All student athletes in Texas public schools would be required to compete on teams that match their sex assigned at birth, under a bill that cleared the state House on Thursday.
House Bill 25, which was approved in a party-line 76–54 vote, would restrict public school students to playing on sports teams matching the biological sex listed on their birth certificates received at or near the time of their birth. It now heads to the state Senate, where it is expected to pass.
The text of the bill says it is intended to ensure that “sufficient interscholastic athletic opportunities remain available for girls to remedy past discrimination on the basis of sex.”
“The bill I’m bringing before you today protects girls’ safety and their right to equal access to athletic opportunities,” state Rep. Valoree Swanson, the Republican who introduced the bill, said on the House floor. “This is a right guaranteed to our girls under Title IX.”
The current version of the bill allows legally modified birth certificates to be accepted, but only if the changes were made to correct “scrivener or clerical error,” according to the bill’s text.
State Rep. Mary E. González, a Democrat who chairs the Texas House LGBTQ Caucus, argued that the measure could cause mental harm to transgender students.
“If you care about mental health, and I know you do, then do this simple thing and not advance this piece of harmful legislation,” González said. “We actually also know that this is a nonissue, that there is no issue with transgender and intersex students playing sports.”

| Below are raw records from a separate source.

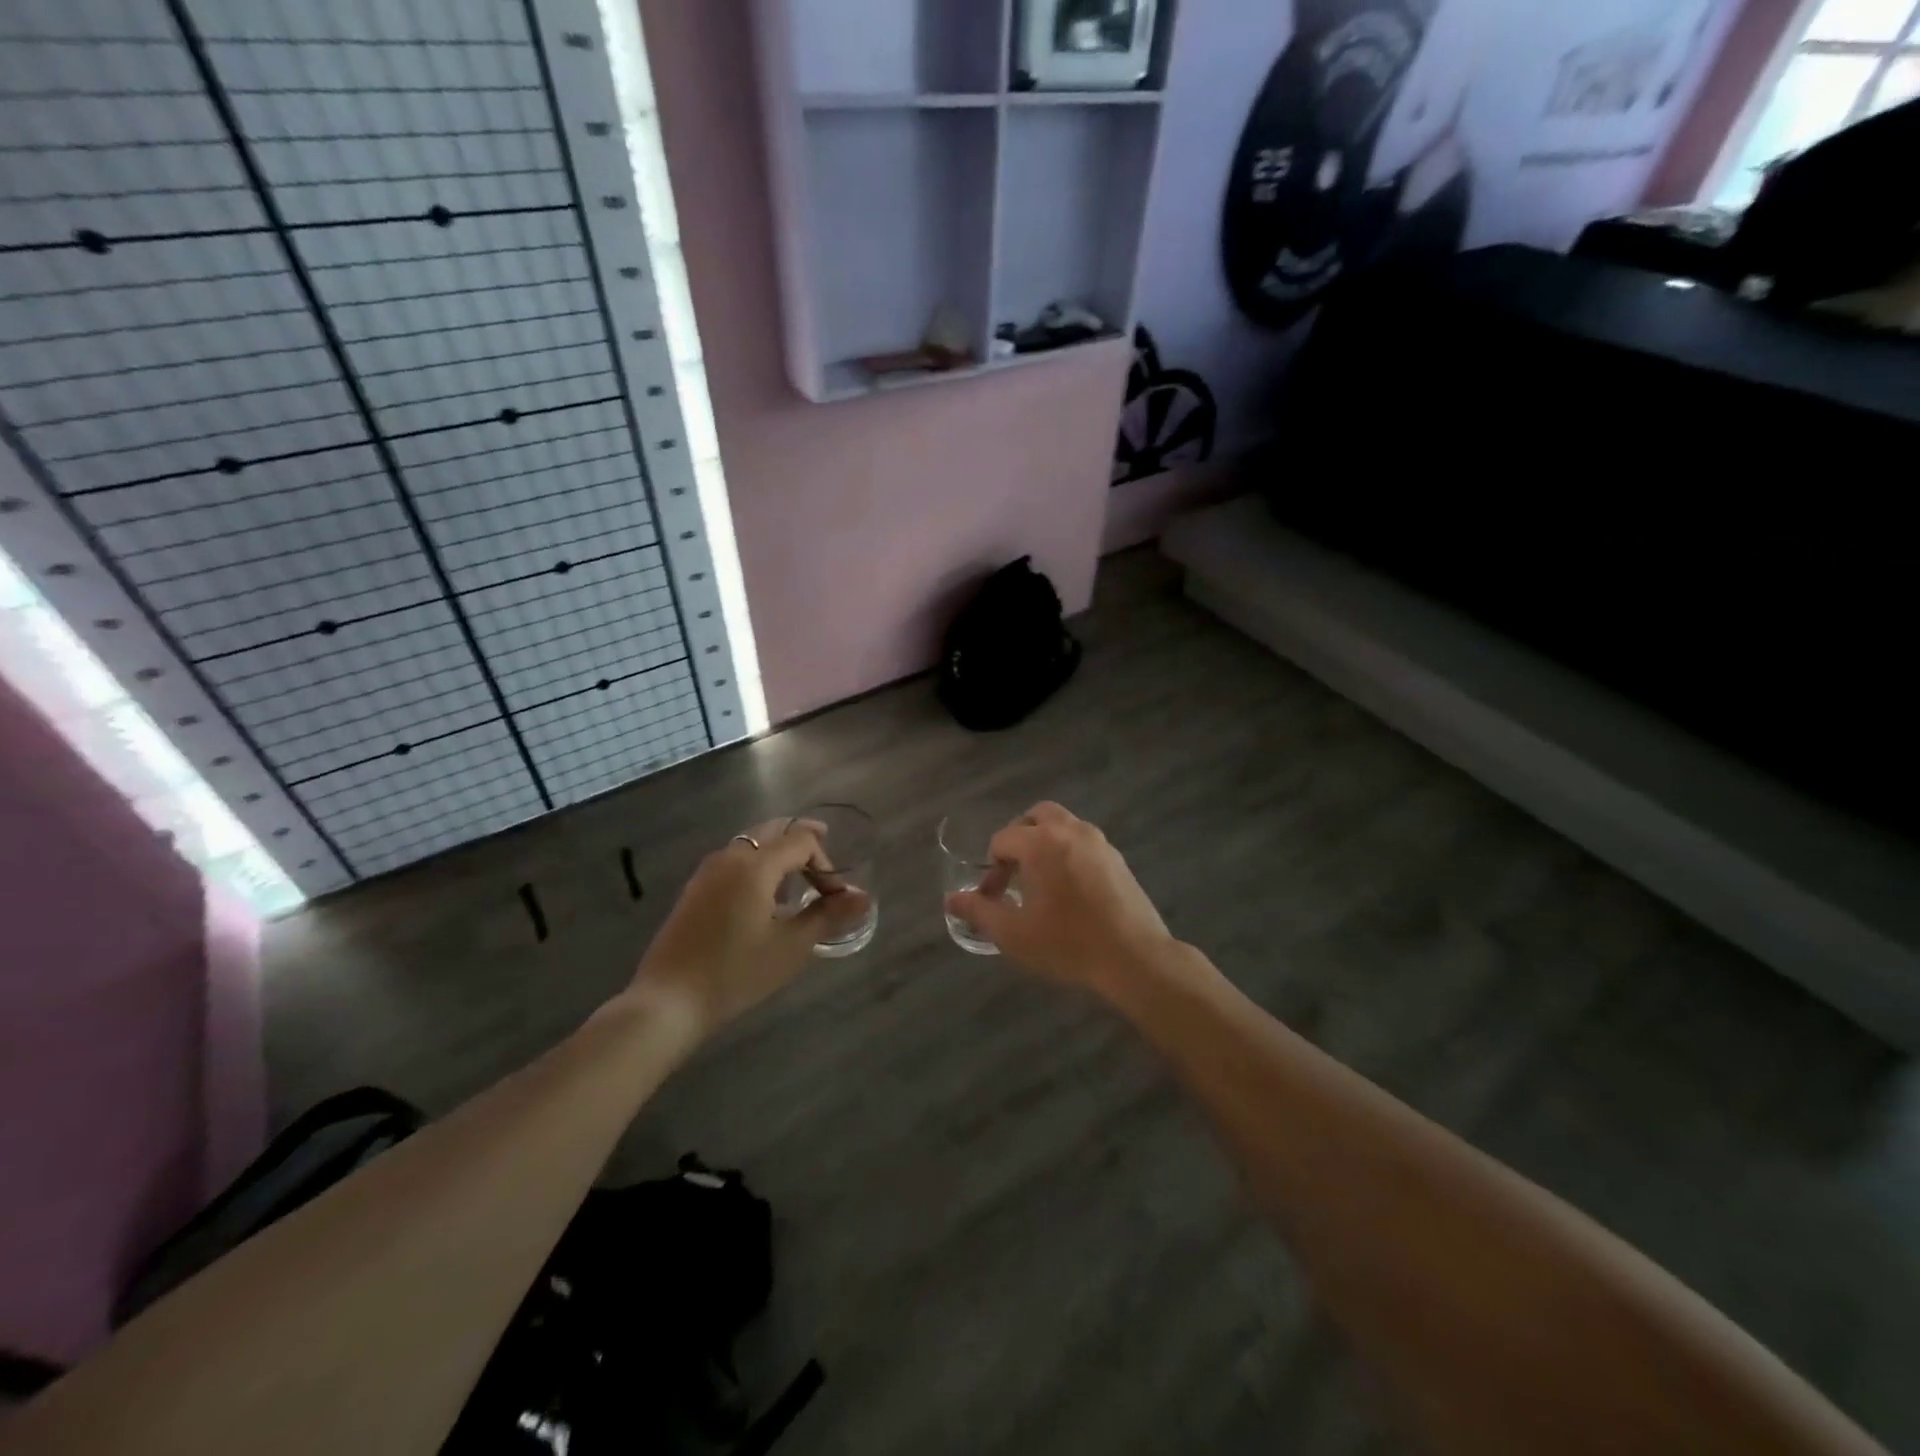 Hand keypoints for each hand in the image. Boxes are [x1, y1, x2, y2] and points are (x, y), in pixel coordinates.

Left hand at [625, 818, 870, 1035]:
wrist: (668, 1001)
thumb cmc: (735, 972)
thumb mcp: (790, 946)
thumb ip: (828, 916)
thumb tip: (863, 898)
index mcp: (755, 864)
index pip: (802, 840)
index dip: (826, 863)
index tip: (836, 897)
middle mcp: (730, 856)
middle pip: (774, 830)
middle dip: (803, 843)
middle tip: (824, 865)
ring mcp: (707, 871)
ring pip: (751, 843)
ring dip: (779, 853)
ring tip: (797, 882)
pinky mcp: (695, 889)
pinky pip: (734, 859)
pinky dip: (758, 864)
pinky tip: (763, 898)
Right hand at [944, 802, 1176, 992]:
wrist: (1134, 958)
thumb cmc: (1067, 944)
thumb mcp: (1013, 934)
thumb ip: (979, 911)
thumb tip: (951, 899)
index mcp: (1041, 843)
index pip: (1002, 839)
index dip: (990, 868)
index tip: (992, 898)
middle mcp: (1070, 831)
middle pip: (1036, 816)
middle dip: (1019, 837)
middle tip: (1013, 871)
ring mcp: (1099, 842)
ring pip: (1064, 825)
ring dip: (1045, 842)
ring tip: (1040, 880)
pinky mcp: (1118, 859)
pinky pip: (1084, 842)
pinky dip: (1069, 852)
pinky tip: (1070, 889) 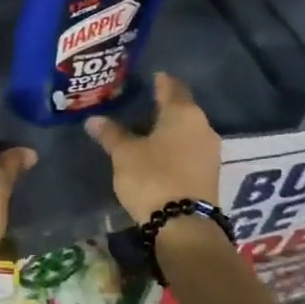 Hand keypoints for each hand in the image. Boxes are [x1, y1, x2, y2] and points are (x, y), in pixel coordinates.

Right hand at [85, 72, 219, 220]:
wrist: (185, 226)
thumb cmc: (153, 178)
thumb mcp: (125, 154)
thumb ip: (111, 134)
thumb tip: (93, 119)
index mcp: (183, 113)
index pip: (172, 87)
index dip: (160, 81)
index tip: (151, 77)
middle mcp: (202, 127)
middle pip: (183, 108)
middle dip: (164, 106)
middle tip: (143, 103)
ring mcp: (210, 152)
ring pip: (188, 131)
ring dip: (171, 129)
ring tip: (148, 130)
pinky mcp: (210, 174)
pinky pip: (191, 150)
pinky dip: (176, 147)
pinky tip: (161, 153) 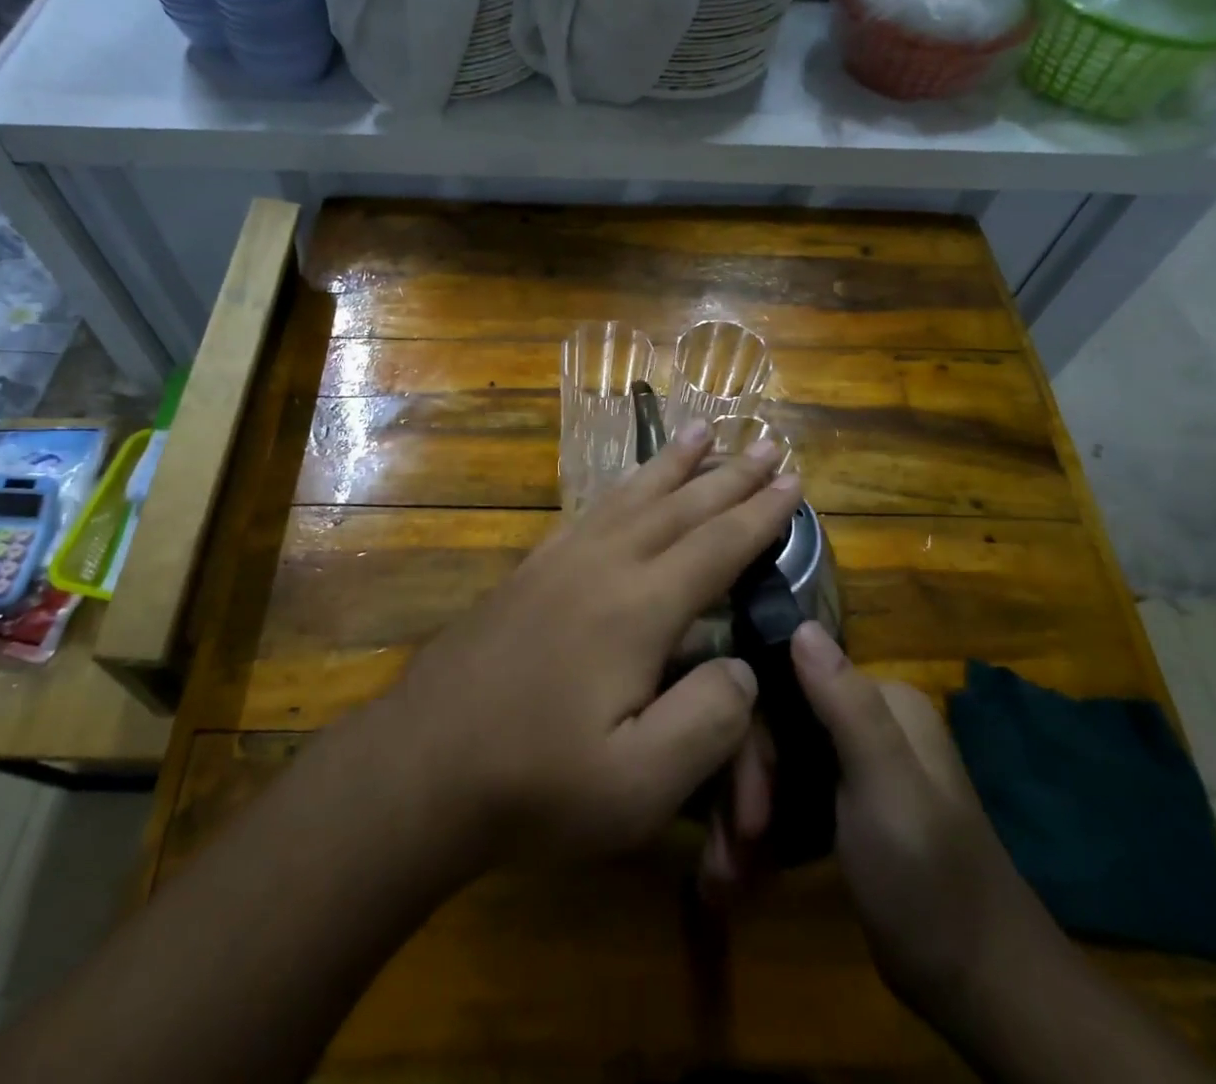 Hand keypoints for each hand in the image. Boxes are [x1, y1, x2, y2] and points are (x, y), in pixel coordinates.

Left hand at [379, 420, 799, 864]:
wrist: (422, 764)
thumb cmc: (535, 783)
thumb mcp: (638, 784)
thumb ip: (707, 721)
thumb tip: (741, 665)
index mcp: (637, 609)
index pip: (716, 547)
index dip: (760, 514)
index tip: (793, 479)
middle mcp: (601, 565)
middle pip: (679, 507)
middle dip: (728, 475)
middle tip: (766, 442)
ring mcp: (558, 562)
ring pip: (630, 497)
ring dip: (672, 464)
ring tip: (701, 430)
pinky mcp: (529, 571)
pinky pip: (589, 511)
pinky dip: (621, 488)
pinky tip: (625, 487)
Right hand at [703, 623, 1035, 1003]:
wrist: (981, 989)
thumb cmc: (930, 881)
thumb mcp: (887, 789)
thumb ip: (847, 706)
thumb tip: (800, 624)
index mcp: (882, 700)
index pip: (786, 685)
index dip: (753, 739)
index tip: (744, 809)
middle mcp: (866, 717)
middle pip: (777, 726)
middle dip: (747, 786)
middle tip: (736, 848)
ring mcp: (854, 761)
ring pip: (775, 761)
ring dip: (746, 812)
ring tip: (729, 870)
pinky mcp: (843, 802)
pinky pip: (787, 793)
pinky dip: (764, 827)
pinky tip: (744, 865)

House Bill 25 also faced criticism from pro-transgender advocacy groups, including the American Civil Liberties Union, which called the bill “cruel” and “unconstitutional.” It also alleged the bill would “deny transgender youth the right to play sports,” although the bill allows any student to play on sports teams that correspond with the sex listed on their birth certificates.
Earlier this year, Texas Gov. Greg Abbott said he would sign into law Senate Bill 29 if it cleared the state legislature. The bill, the language of which was identical to that of House Bill 25, was killed by House Democrats who avoided debating it until it missed a midnight deadline.
“For five years the University Interscholastic League (UIL) in Texas has had a rule in place prohibiting boys from playing girls in girls’ sports,” Abbott said at that time on Fox News Town Hall with several other Republican governors. “But the Texas Legislature is working on a bill to codify that, which I will sign.”